• DATA FOR THE TASK:
- Opening Delimiter -

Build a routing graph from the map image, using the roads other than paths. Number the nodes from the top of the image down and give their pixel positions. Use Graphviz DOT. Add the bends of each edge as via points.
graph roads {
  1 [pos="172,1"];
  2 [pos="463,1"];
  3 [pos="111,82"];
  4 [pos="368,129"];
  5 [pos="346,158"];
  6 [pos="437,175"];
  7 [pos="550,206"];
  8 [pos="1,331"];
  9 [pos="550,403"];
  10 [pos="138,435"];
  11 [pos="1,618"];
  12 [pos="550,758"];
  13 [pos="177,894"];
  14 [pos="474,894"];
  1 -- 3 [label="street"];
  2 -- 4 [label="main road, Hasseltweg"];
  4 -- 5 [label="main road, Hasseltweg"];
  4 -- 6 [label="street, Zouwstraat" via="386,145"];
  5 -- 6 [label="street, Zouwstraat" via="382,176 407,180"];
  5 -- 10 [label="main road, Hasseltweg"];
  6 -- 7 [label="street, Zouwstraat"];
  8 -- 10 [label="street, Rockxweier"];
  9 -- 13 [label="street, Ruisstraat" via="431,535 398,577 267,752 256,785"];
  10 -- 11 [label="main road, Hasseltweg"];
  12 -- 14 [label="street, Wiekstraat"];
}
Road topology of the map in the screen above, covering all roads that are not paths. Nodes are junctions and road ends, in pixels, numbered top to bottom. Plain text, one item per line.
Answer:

- Closing Delimiter -
- Opening Delimiter -

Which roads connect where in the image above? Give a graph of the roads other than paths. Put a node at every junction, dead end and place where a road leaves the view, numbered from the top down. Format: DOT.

- Closing Delimiter -

What is needed is the count of lines in the records that include the word "above", with no other text.

• OUTPUT OF THE TASK:
2